Pacific Southwest Airlines Flight 1771
Date: December 7, 1987
Disgruntled employees are the worst advertisement they say, but David A. Burke took his dissatisfaction with USAir to a whole new level. Pacific Southwest had only recently been acquired by USAir. Flight 1771 was scheduled to fly from Los Angeles to San Francisco. Burke, terminated due to petty theft and disgruntled after an altercation with former manager Thomson, managed to sneak in a loaded revolver with his employee credentials. On board recordings reveal that Burke shot Thomson who was on board and also shot the pilots flying the plane. He, then, pushed the control into a dive. The aircraft hit the ground at a speed of over 1240 kmph – a massive explosion ensued killing of all 43 passengers and crew members on board.
Ethiopian Airlines Flight 961
Date: November 23, 1996
The hijacking of the Ethiopian Airlines Flight 961 on November 23, 1996, is often referred to as the worst such incident before the world came across 9/11. Three young men in an inebriated condition forced a flight from Addis Ababa to Nairobi to head towards Australia (where they intended to seek asylum). Aware that he did not have enough fuel to make the trip, the pilot tried to land on any available strip in Comoros Island. Unable to make a safe landing, the plane crashed into the Indian Ocean killing over 125 of the 163 people on board. What is worse is that the bomb that the hijackers were threatening to detonate was not a real one.
September 11 Hijackings
Date: September 11, 2011
When 19 Al-Qaeda terrorists managed to hijack four different commercial flights across the US and carried out one of the worst possible terror attacks in the history, the world stopped in its tracks and gasped in horror. American Airlines Flight 11 had taken off from Boston and was hijacked en route to Los Angeles. The craft was crashed into the North Tower of the World Trade Center (New York City) by the hijackers.
The next plane to be hijacked was the United Airlines Flight 175 carrying passengers from Boston to Los Angeles. Hijackers forced this craft to crash into the South Tower of the World Trade Center.
The American Airlines Flight 77 traveling from Dulles to Los Angeles was forced to target the Pentagon while another United Airlines Flight 93, which was headed to San Francisco from Newark, crashed in Shanksville before it could cause more damage.
The 9/11 attacks caused about 2,996 deaths and more than 6,000 injuries. This one incident changed the political climate across the world and became the cause for airports across the world to tighten security measures.
Germanwings Flight 9525
Date: March 24, 2015
The term hijacker brings to mind armed terrorists intent on mischief.

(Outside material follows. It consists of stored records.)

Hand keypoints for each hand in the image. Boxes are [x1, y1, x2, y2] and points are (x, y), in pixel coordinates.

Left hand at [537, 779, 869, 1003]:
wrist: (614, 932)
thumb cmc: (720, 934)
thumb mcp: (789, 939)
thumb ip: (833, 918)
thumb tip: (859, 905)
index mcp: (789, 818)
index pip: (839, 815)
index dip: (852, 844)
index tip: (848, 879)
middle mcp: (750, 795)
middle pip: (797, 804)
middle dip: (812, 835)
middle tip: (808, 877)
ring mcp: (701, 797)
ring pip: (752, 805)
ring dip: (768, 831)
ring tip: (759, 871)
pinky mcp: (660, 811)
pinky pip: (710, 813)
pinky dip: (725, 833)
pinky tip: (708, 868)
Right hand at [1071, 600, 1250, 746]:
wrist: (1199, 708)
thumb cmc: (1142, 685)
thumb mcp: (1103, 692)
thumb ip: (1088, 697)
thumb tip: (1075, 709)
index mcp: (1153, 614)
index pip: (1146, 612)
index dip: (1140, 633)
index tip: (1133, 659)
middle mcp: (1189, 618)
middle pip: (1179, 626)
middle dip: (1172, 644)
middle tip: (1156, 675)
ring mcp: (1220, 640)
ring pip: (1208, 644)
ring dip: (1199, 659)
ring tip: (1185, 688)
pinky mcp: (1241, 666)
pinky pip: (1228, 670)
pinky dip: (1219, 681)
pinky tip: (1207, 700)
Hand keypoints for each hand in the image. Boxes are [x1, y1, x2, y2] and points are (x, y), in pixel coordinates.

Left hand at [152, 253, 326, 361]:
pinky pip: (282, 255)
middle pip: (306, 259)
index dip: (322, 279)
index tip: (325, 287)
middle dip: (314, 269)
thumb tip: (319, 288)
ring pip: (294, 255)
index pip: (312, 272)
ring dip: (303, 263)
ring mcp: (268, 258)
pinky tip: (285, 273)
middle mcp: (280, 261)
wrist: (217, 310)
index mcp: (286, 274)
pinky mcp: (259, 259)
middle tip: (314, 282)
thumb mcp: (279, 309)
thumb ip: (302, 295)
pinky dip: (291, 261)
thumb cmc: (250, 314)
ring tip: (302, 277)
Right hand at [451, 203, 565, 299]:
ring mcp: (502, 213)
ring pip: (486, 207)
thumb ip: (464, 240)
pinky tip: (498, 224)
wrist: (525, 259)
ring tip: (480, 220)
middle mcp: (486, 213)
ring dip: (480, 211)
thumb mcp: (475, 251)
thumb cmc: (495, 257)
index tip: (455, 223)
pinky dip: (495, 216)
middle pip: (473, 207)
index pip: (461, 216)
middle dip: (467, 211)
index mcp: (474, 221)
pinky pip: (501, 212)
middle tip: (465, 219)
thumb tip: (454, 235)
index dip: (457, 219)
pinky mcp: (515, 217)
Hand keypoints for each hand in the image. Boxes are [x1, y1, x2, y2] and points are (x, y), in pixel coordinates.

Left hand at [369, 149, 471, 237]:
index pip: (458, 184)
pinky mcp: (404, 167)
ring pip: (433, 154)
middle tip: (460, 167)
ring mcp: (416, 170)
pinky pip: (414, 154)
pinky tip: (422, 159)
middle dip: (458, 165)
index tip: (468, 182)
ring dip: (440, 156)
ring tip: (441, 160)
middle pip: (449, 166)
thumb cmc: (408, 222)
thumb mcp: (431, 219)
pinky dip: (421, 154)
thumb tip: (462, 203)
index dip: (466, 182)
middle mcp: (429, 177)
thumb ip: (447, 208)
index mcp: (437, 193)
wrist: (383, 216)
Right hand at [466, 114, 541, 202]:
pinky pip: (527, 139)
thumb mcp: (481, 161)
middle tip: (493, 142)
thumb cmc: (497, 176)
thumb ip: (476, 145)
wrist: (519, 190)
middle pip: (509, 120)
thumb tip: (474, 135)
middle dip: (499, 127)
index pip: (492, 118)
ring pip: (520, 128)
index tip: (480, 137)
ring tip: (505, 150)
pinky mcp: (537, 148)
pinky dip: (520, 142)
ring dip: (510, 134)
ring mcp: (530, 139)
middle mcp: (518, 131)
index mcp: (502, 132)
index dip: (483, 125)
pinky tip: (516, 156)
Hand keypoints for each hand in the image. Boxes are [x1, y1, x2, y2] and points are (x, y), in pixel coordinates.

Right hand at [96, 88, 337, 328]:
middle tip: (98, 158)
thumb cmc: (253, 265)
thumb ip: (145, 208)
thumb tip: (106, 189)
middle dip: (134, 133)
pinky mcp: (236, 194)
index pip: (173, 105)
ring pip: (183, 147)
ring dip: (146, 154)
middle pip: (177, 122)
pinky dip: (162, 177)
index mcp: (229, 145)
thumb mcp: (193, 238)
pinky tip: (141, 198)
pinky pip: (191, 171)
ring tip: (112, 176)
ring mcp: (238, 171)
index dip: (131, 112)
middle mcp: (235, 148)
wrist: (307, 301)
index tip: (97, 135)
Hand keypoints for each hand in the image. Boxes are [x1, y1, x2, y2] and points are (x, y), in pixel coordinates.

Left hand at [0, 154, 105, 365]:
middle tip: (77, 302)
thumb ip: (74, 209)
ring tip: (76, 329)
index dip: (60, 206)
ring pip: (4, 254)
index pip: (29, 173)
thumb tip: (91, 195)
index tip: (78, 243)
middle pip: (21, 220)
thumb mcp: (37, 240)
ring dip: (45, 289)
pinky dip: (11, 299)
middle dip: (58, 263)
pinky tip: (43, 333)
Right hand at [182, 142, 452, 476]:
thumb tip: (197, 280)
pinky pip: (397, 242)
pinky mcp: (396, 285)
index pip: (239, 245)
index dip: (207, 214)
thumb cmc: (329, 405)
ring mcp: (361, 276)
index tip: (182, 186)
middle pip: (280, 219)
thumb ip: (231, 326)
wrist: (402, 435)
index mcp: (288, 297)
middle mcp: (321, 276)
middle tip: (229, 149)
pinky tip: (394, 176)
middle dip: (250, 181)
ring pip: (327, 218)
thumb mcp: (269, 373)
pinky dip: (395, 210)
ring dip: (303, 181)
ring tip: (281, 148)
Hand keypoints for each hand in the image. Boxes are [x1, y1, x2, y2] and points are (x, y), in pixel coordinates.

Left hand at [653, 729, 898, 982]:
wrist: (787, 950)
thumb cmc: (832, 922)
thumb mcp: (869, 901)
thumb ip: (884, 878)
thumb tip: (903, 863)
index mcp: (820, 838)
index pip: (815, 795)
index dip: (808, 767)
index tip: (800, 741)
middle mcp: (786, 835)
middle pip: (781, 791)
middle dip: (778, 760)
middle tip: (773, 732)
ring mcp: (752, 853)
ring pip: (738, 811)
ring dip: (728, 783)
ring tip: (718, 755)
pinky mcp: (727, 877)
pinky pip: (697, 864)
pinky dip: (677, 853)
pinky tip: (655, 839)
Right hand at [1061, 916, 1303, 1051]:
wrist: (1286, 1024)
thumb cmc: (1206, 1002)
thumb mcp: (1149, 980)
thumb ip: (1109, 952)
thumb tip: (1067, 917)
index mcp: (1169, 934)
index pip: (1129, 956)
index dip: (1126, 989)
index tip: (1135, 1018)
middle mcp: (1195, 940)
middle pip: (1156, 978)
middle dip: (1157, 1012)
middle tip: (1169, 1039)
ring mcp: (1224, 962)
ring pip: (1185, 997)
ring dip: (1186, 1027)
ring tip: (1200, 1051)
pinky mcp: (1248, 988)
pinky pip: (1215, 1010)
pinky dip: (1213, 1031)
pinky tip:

On board the Germanwings Flight 9525, on March 24, 2015, however, the hijacker was co-pilot Andreas Lubitz. Lubitz had suffered from depression, suicidal tendencies, and was deemed unfit to work by his doctor – a judgment he concealed from his employer. On the fateful flight (scheduled to fly from Barcelona to Dusseldorf), Lubitz locked the pilot out of the cockpit and crashed the craft into the French Alps. All 150 passengers and crew on board died in the crash.